> TASK PROMPT
Pick out all lines in the listing holding the string "true" and copy them.

> DATA EXTRACTS
####
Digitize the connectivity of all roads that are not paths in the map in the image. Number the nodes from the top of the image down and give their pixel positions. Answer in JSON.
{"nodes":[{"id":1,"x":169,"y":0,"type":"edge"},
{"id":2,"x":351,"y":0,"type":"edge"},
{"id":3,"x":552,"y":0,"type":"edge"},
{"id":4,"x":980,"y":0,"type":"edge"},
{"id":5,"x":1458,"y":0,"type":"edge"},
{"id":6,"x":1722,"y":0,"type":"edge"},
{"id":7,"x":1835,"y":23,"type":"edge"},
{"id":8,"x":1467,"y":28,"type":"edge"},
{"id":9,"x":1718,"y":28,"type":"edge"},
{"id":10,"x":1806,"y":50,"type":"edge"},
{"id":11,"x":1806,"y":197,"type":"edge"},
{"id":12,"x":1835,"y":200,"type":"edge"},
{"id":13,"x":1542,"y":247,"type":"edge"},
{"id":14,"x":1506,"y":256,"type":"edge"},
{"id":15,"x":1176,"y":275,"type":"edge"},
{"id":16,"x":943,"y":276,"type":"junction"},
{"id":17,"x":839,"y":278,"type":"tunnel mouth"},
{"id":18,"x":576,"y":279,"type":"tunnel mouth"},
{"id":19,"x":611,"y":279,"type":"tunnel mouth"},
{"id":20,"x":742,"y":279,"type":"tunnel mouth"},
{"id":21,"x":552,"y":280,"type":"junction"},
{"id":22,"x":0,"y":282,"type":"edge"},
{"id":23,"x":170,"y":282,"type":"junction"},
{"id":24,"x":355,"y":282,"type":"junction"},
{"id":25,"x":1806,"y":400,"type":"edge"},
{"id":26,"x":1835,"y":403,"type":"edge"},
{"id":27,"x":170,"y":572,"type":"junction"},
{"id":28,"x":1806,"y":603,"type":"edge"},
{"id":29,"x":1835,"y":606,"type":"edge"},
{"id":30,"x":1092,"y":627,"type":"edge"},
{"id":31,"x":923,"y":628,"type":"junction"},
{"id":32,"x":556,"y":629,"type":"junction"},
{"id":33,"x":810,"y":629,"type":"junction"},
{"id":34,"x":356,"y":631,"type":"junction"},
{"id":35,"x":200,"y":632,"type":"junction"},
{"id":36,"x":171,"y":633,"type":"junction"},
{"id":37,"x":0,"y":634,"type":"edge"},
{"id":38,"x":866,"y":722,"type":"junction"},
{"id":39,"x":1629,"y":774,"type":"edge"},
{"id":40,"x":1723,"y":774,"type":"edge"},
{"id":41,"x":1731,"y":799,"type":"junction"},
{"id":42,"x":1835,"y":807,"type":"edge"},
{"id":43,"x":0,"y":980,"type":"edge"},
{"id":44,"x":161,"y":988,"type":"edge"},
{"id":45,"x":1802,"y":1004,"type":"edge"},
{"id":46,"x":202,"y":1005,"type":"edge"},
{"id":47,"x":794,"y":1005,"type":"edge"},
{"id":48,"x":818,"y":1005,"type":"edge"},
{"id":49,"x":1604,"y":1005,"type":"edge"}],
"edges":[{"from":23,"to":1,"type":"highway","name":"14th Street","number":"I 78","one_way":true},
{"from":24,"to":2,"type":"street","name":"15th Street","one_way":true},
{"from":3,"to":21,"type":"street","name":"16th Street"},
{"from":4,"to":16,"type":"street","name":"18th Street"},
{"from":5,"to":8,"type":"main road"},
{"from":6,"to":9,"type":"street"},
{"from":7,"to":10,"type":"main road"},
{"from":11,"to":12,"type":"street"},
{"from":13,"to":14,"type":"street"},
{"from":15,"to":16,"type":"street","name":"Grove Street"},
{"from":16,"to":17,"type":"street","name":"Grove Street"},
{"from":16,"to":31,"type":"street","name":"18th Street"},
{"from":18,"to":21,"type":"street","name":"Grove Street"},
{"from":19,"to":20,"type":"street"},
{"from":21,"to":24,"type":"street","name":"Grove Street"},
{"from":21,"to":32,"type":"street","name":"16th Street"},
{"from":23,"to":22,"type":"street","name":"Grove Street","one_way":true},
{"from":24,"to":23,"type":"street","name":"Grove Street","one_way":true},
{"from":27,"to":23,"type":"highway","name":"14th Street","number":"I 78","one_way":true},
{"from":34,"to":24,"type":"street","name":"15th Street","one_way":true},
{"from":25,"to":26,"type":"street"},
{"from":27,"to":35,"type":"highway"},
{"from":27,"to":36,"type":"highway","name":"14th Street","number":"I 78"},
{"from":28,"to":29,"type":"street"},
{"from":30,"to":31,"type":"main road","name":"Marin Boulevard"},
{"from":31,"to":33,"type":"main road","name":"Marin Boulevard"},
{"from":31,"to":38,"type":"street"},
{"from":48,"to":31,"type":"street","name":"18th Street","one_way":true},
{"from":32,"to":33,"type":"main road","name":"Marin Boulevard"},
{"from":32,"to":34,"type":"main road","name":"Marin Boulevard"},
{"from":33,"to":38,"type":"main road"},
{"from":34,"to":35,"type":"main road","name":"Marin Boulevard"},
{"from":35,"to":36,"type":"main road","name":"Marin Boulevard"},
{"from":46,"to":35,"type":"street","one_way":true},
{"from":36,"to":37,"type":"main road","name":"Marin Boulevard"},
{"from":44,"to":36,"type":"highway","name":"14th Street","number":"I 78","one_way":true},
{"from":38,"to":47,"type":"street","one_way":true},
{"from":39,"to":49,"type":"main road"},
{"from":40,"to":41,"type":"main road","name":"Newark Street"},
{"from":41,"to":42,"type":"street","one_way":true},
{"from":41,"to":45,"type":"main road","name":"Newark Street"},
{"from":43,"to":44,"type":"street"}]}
####
> RESPONSE TO THE EXERCISE
"edges":[{"from":23,"to":1,"type":"highway","name":"14th Street","number":"I 78","one_way":true},
{"from":24,"to":2,"type":"street","name":"15th Street","one_way":true},
{"from":23,"to":22,"type":"street","name":"Grove Street","one_way":true},
{"from":24,"to":23,"type":"street","name":"Grove Street","one_way":true},
{"from":27,"to":23,"type":"highway","name":"14th Street","number":"I 78","one_way":true},
{"from":34,"to":24,"type":"street","name":"15th Street","one_way":true},
{"from":48,"to":31,"type":"street","name":"18th Street","one_way":true},
{"from":46,"to":35,"type":"street","one_way":true},
{"from":44,"to":36,"type":"highway","name":"14th Street","number":"I 78","one_way":true},
{"from":38,"to":47,"type":"street","one_way":true},
{"from":41,"to":42,"type":"street","one_way":true},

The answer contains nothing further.